__Work request__: Where an entry contains an image, skip the image and print the rest exactly.

### Given information

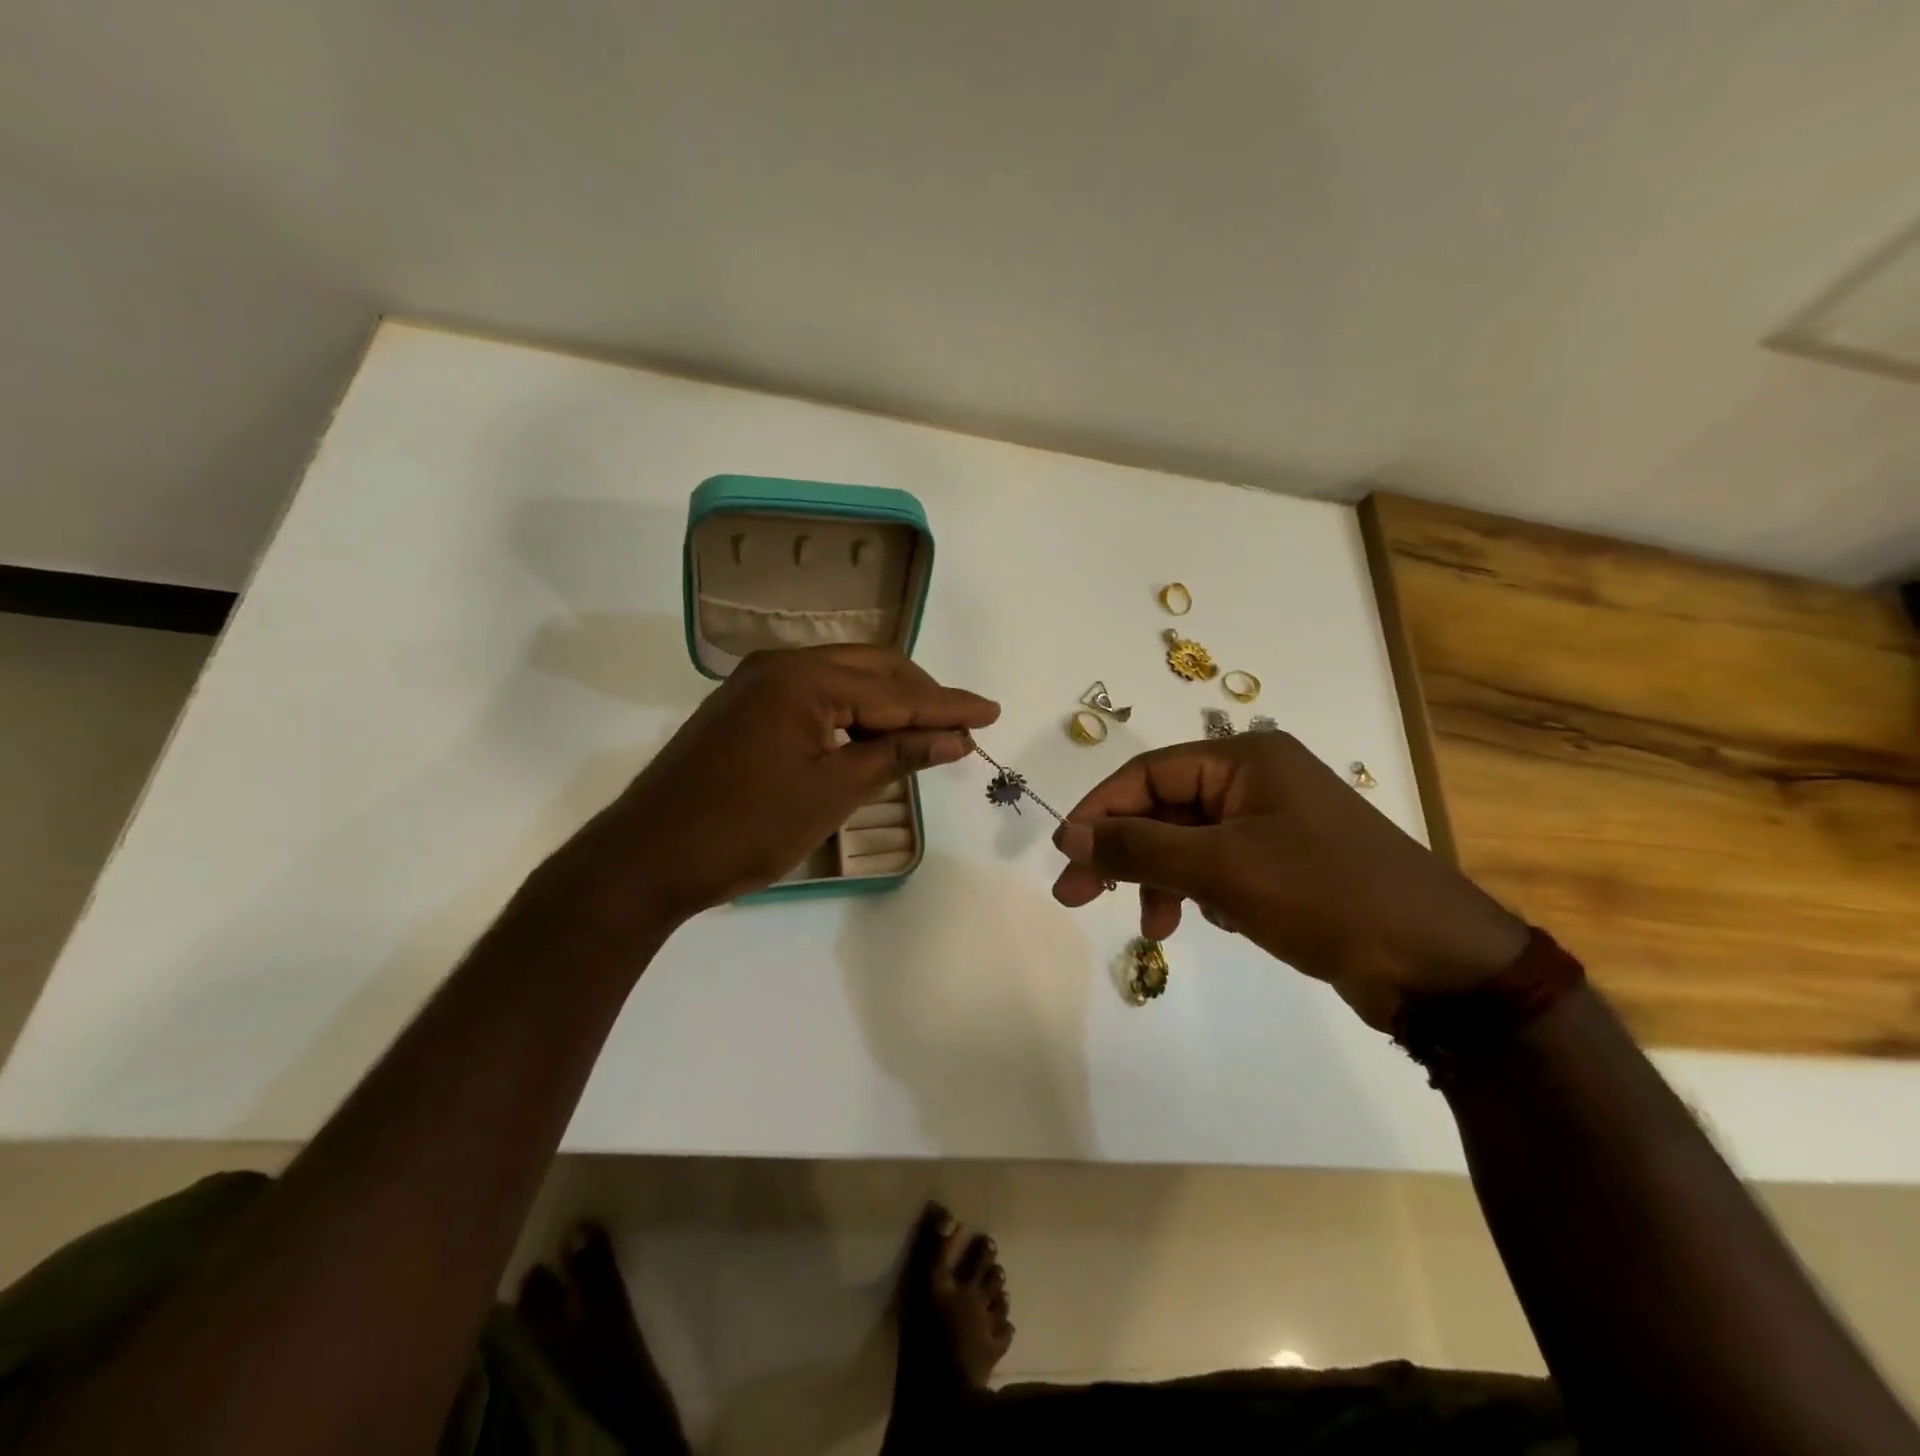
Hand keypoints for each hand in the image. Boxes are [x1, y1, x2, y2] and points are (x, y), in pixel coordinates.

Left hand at [560, 646, 998, 922]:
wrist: (648, 858)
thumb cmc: (746, 828)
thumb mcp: (832, 792)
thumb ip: (897, 755)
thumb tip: (956, 738)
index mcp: (803, 678)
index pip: (895, 691)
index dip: (948, 705)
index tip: (993, 712)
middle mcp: (781, 665)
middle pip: (872, 669)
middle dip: (921, 696)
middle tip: (961, 728)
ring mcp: (759, 684)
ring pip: (844, 680)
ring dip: (888, 704)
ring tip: (927, 734)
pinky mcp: (747, 708)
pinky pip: (817, 696)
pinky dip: (853, 714)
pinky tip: (874, 738)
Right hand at [1051, 732, 1525, 1026]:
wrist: (1439, 964)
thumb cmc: (1324, 895)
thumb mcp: (1221, 868)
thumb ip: (1139, 848)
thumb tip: (1071, 837)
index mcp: (1246, 759)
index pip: (1148, 773)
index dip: (1100, 811)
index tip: (1065, 855)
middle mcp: (1258, 781)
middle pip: (1165, 807)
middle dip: (1123, 853)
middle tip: (1077, 897)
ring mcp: (1275, 823)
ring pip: (1189, 842)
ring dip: (1161, 880)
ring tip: (1154, 928)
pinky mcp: (1288, 864)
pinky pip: (1220, 866)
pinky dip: (1201, 892)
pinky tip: (1213, 922)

######

__Task answer__:
Hand keypoints for each hand in the image. Boxes are [x1, y1, x2, y2] and points are (x, y), in pixel coordinates.

Left hand at [560, 646, 998, 922]:
wrist: (648, 858)
thumb cmc: (746, 828)
thumb mcp: (832, 792)
thumb ip: (897, 755)
thumb tip: (956, 738)
index mcp: (803, 678)
index pip: (895, 691)
index dip: (948, 705)
index tip: (993, 712)
middle mcp: (781, 665)
middle pip: (872, 669)
middle dip: (921, 696)
middle tip: (961, 728)
ring mcp: (759, 684)
ring pip: (844, 680)
ring dip: (888, 704)
ring tip: (927, 734)
pinky mcp: (747, 708)
pinky pip: (817, 696)
pinky dip: (853, 714)
pinky tip: (874, 738)
Right hand at [1051, 732, 1525, 1026]:
wrist: (1439, 964)
thumb cmc: (1324, 895)
thumb mcp: (1221, 868)
thumb ip: (1139, 848)
thumb tip: (1071, 837)
index mcp: (1246, 759)
index pip: (1148, 773)
index dip: (1100, 811)
index tip: (1065, 855)
middle mcp: (1258, 781)
middle pip: (1165, 807)
middle dip: (1123, 853)
middle tip: (1077, 897)
ring mcp: (1275, 823)
ring pip: (1189, 842)
ring dip: (1161, 880)
ring tip: (1154, 928)
pinky mcp: (1288, 864)
pinky pip: (1220, 866)
pinky dip: (1201, 892)
pinky tip: (1213, 922)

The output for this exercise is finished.